Allerdings sei die sichere Handhabung der Substanz für Techniker heute kein Problem mehr. Saffert wies darauf hin, daß das Endprodukt PVC völlig andere chemische Eigenschaften hat als VC-Monomere. Mit üblichen Methoden sei eine Freisetzung aus Verpackungen nicht nachweisbar. Auch das Fraunhofer-Institut in Braunschweig scheiterte daran, eine VC-Freisetzung aus Tapeten dingfest zu machen. Für den Verbraucher bestehe deshalb keine Gefahr.

PVC besteht allerdings nicht nur aus verknüpften Vinylchloridmolekülen: Eine Reihe von Hilfsstoffen sorgt dafür, daß die Eigenschaften des fertigen Kunststoffes den Anforderungen der Verbraucher gerecht werden. Im Extrem erreichen die Stabilisatoren, Weichmacher, Füll- und Farbstoffe einen Anteil von 50 Prozent. Ihr Anteil ist zwar rückläufig, im Falle des Schwermetalls Cadmium kommen aber jährlich noch immer 270 Tonnen zusammen. Auch 10.000 Tonnen Blei werden pro Jahr für die Herstellung von PVC benötigt.

Schließlich fällt bei Chlorgewinnung noch das hochgiftige Quecksilber an. Hier gibt es Fortschritte: Während 1972 noch 64 Gramm Quecksilber je produzierter Tonne Chlor in die Umwelt abgelassen wurden, waren es 1986 nur noch 2,5 Gramm. Damit verursacht die PVC-Produktion nur noch ein Hundertstel des Quecksilberausstoßes der deutschen Kohlekraftwerke.

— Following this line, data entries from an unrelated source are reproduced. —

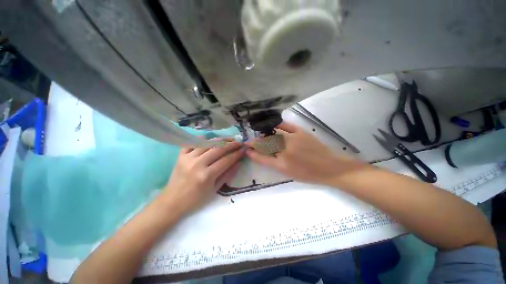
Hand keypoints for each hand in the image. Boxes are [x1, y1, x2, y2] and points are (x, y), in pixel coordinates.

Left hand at [160, 141, 244, 213]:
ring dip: (220, 140)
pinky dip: (200, 139)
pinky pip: (192, 143)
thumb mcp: (215, 190)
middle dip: (231, 145)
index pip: (226, 160)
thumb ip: (228, 175)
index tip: (244, 149)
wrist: (172, 202)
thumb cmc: (196, 199)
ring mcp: (188, 158)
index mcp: (207, 175)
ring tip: (229, 139)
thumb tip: (239, 163)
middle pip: (218, 149)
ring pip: (207, 143)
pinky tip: (208, 138)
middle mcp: (198, 164)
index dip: (237, 154)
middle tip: (239, 143)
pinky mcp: (180, 156)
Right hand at [246, 122, 361, 184]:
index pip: (262, 156)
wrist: (331, 167)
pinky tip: (274, 126)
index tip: (247, 148)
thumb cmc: (309, 174)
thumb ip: (272, 163)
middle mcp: (285, 150)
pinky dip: (278, 125)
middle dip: (257, 142)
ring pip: (273, 134)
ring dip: (265, 135)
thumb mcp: (288, 173)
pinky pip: (286, 125)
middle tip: (253, 142)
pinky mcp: (301, 131)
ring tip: (263, 136)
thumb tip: (260, 155)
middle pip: (266, 143)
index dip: (253, 152)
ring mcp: (293, 139)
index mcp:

Würden die „chlorreichen Sieben“ jedoch ihre Produktion auf das im Ausland verbreitete Membranverfahren umstellen, ließe sich das Schwermetall ganz vermeiden.

Ob PVC der Umwelt mehr schadet als andere Stoffe, ließe sich möglicherweise durch eine „Ökobilanz“ klären. Für diese Kosten-Nutzen-Rechnung werden die Gefährdung der Gesundheit, Energie- und Rohstoffverbrauch, Haltbarkeit, Wiederverwertung und andere Faktoren herangezogen. Allerdings ist die Aussagekraft solcher Bilanzen bei Experten umstritten. Studien des Instituts für Chemie und Technik in Wien, des Umweltzentrums in Leiden und des Schweizer Experten Dr. Werner Thalmann-Graf zusammen mit dem Dachverband der europäischen Verpackungsindustrie sind deshalb mit Vorsicht zu genießen. In allen drei Analysen lag PVC vor den Konkurrenten.